**Prompt:** All that is wanted is how many lines in the records below include the string "Number".

**Records for processing:**
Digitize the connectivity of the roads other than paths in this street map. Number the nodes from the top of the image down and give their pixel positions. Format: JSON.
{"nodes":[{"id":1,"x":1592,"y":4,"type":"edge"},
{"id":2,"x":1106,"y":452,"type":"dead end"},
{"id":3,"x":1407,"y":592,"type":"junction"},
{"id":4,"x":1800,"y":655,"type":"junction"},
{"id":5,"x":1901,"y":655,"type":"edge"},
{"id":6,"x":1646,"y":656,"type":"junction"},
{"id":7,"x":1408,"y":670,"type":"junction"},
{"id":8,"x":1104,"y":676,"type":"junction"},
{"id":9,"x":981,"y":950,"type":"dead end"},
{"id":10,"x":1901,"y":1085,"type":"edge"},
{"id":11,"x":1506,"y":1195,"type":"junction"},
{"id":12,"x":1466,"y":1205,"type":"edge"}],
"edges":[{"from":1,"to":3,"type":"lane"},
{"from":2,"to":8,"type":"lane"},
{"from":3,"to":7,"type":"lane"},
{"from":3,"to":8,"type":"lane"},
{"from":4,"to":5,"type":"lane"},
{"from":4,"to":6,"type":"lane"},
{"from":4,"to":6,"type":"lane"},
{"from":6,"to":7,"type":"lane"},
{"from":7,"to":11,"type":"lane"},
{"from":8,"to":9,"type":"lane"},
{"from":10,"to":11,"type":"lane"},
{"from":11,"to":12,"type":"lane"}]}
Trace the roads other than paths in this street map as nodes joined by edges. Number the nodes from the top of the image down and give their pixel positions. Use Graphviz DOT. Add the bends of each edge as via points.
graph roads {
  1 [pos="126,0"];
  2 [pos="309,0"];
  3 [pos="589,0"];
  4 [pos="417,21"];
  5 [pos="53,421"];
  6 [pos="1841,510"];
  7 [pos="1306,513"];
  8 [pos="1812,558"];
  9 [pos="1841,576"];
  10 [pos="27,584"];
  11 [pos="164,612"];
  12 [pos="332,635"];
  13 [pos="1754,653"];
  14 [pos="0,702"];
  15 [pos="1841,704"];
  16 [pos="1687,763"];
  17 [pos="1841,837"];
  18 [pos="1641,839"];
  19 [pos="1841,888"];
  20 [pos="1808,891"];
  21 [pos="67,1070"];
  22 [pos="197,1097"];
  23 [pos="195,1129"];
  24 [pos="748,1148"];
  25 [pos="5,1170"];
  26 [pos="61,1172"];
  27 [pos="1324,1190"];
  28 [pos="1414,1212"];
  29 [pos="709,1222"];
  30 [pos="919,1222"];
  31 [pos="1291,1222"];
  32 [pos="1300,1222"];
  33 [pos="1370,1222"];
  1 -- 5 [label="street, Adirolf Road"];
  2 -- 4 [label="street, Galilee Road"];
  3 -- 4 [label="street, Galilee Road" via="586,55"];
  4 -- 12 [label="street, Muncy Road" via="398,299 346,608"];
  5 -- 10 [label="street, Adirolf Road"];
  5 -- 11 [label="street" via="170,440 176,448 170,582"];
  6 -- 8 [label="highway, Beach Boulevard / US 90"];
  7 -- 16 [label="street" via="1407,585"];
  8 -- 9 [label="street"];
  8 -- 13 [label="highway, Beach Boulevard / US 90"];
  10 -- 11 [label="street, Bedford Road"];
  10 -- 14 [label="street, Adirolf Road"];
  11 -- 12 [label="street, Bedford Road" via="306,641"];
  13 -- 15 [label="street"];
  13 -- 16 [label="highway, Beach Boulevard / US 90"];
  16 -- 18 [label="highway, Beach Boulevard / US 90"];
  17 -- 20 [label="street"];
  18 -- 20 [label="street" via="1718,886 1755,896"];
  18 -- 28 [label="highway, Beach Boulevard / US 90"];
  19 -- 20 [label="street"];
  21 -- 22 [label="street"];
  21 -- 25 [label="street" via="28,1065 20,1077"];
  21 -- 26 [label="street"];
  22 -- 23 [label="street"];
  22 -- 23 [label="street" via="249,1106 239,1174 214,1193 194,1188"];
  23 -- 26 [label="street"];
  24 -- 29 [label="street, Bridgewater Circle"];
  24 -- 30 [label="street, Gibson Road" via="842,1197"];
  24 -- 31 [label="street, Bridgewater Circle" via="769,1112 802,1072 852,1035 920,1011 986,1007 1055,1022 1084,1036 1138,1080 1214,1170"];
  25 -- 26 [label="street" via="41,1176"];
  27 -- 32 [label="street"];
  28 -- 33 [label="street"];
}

**Answer box:** 2